The forward computation is: output = base_layer(input) + d * (B * A * input) * b where d and b are trainable vectors, and A and B are frozen shared matrices.

For Beginners: VeRA is an ultra-efficient version of LoRA for extreme memory constraints.

Think of the difference this way:

Standard LoRA: Each layer has its own pair of small matrices (A and B) that are trained
VeRA: ALL layers share the same random matrices (A and B) which are frozen.
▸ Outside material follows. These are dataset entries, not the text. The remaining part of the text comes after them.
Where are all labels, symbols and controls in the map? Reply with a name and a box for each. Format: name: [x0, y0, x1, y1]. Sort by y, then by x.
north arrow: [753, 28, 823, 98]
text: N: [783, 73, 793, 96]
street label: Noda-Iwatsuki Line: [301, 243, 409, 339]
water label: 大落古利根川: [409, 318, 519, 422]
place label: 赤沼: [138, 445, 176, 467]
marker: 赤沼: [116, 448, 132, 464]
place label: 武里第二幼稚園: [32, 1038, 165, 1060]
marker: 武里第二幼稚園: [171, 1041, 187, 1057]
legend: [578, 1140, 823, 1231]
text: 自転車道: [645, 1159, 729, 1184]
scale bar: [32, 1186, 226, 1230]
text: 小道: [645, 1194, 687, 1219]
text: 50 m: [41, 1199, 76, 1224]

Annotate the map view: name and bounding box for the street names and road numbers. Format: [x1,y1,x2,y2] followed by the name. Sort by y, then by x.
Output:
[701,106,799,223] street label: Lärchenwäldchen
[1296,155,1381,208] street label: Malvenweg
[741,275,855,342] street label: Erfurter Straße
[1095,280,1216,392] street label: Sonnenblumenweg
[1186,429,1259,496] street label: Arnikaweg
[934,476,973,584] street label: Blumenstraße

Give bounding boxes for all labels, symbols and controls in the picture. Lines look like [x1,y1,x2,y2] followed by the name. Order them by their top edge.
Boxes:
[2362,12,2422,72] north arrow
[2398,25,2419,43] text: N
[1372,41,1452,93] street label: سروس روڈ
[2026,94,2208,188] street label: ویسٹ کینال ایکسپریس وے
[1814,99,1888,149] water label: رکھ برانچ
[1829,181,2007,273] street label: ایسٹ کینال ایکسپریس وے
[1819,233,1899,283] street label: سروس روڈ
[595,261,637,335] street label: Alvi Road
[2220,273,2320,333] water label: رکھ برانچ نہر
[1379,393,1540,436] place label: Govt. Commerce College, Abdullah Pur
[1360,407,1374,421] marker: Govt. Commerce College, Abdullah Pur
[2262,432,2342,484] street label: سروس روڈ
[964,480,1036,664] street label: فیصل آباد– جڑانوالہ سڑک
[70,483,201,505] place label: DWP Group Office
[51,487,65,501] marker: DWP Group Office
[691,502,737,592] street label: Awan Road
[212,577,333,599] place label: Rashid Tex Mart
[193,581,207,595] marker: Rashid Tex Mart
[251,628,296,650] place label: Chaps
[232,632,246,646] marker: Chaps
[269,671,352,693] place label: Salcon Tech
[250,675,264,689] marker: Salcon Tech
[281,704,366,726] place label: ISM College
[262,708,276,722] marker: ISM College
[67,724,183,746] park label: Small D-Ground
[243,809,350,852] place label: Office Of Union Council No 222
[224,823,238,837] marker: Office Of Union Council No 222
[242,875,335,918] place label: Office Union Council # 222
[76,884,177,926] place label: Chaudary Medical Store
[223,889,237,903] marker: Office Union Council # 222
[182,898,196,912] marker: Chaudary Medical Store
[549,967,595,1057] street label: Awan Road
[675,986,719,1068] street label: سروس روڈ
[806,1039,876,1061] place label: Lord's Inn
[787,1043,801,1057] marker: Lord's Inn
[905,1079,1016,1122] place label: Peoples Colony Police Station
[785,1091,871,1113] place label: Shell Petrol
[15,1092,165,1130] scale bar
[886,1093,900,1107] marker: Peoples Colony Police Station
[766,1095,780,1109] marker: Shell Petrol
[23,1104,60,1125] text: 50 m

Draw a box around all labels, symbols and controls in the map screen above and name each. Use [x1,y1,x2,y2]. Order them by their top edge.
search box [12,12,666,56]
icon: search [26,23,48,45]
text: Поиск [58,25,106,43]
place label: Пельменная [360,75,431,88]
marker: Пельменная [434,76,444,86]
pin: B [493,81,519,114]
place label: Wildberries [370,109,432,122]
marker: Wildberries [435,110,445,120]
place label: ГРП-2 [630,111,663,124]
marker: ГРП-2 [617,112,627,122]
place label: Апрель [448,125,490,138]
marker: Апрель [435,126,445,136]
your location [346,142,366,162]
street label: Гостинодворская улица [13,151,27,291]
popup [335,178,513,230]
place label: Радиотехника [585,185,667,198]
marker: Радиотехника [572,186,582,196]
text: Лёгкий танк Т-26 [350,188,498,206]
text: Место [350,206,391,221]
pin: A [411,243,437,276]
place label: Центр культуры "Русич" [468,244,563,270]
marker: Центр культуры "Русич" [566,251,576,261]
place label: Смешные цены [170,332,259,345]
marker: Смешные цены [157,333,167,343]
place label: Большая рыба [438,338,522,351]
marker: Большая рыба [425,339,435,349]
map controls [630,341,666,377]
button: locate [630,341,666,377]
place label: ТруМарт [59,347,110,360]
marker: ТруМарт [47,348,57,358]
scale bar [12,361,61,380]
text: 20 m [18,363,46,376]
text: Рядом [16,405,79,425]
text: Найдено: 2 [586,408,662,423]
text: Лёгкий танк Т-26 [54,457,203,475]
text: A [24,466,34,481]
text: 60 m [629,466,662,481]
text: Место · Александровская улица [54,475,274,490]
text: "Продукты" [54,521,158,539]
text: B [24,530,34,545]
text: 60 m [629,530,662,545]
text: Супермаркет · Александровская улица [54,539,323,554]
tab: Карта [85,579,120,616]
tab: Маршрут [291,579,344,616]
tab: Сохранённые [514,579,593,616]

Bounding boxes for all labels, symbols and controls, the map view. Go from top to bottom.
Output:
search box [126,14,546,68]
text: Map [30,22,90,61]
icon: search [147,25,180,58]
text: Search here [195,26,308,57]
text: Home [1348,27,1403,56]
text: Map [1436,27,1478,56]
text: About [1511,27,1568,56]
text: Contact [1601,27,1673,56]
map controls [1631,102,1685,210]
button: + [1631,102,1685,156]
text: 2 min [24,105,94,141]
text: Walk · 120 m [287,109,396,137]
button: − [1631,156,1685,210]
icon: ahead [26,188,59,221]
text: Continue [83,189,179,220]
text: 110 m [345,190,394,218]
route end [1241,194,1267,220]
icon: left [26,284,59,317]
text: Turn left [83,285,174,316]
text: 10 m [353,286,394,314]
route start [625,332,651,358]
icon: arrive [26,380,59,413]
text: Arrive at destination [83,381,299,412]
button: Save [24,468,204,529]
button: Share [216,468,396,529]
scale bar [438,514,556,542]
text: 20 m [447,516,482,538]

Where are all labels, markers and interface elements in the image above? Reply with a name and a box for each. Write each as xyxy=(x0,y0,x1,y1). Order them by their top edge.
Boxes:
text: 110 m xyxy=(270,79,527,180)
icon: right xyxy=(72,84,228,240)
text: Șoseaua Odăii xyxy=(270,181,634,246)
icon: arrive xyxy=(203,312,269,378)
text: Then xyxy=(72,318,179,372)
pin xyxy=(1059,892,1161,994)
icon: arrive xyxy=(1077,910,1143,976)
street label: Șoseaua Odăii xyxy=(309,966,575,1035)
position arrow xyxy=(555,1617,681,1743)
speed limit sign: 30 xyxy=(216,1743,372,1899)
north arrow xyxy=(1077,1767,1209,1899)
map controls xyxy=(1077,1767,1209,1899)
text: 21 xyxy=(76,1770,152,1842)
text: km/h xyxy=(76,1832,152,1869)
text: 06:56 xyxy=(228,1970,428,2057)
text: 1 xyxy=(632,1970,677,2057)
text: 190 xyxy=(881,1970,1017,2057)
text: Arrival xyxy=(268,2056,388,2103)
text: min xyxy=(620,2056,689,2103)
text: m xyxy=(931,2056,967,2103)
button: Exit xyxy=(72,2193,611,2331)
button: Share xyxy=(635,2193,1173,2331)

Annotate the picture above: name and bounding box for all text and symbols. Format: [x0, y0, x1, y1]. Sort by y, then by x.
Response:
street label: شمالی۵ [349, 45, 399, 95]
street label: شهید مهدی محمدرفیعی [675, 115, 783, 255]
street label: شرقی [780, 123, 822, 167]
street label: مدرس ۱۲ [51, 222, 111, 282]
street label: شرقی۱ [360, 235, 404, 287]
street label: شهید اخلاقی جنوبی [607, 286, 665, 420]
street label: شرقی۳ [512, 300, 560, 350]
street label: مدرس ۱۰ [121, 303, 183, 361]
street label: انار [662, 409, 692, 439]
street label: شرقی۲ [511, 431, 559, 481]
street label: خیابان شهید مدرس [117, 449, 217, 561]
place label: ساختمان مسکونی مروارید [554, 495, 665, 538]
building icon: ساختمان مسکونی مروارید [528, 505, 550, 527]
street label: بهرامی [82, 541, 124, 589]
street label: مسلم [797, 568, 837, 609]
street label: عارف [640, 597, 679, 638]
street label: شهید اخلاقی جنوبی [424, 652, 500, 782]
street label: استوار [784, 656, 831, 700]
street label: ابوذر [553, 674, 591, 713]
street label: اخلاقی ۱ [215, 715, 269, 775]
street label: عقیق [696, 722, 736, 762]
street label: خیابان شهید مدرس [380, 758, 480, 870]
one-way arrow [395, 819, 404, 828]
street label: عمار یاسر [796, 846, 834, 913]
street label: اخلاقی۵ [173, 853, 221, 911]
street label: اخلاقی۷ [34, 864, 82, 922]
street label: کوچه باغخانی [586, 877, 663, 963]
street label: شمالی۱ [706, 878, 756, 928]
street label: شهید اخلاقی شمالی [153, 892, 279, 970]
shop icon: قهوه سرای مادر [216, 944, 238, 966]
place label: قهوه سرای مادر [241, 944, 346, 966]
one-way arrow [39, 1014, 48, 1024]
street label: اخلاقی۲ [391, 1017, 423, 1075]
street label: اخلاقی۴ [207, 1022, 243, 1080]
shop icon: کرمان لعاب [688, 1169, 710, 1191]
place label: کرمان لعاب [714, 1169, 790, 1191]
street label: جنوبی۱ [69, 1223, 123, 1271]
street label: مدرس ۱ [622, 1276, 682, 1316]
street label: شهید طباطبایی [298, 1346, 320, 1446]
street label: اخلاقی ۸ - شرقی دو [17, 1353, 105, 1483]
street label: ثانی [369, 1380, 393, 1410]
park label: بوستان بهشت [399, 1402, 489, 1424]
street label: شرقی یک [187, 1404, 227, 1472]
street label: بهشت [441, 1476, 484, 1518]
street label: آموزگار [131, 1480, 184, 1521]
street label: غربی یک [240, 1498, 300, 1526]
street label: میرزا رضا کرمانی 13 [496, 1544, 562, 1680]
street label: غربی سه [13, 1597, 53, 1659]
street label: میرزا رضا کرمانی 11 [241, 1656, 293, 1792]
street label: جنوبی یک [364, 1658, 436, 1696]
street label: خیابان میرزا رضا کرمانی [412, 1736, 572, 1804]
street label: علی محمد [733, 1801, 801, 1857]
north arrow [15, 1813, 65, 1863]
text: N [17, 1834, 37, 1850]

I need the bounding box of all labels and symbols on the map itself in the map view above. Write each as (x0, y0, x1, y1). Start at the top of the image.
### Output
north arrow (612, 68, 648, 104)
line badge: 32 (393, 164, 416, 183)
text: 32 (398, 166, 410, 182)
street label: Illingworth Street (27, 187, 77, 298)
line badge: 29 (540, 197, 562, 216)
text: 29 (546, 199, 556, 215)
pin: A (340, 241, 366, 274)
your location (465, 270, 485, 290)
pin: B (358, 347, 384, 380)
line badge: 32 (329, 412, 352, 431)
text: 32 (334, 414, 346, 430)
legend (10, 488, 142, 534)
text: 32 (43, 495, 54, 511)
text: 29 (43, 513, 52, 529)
Only tiny scaling vectors are trained per layer.

Example parameter comparison for a 1000x1000 layer with rank=8:

Full fine-tuning: 1,000,000 parameters
Standard LoRA (rank=8): 16,000 parameters (98.4% reduction)
VeRA (rank=8): ~1,600 parameters (99.84% reduction) - 10x fewer than LoRA!

Trade-offs:

✅ Extreme parameter efficiency (10x fewer than LoRA)
✅ Very low memory footprint
✅ Shared matrices reduce storage when adapting many layers
⚠️ Slightly less flexible than standard LoRA (shared random projection)
⚠️ Performance may be marginally lower than LoRA in some cases

When to use VeRA:

Extreme memory constraints (mobile, edge devices)
Fine-tuning many layers with limited resources
Rapid prototyping with minimal parameter overhead
When LoRA is still too expensive

Constructors

VeRAAdapter(ILayer<T>, int, double, bool)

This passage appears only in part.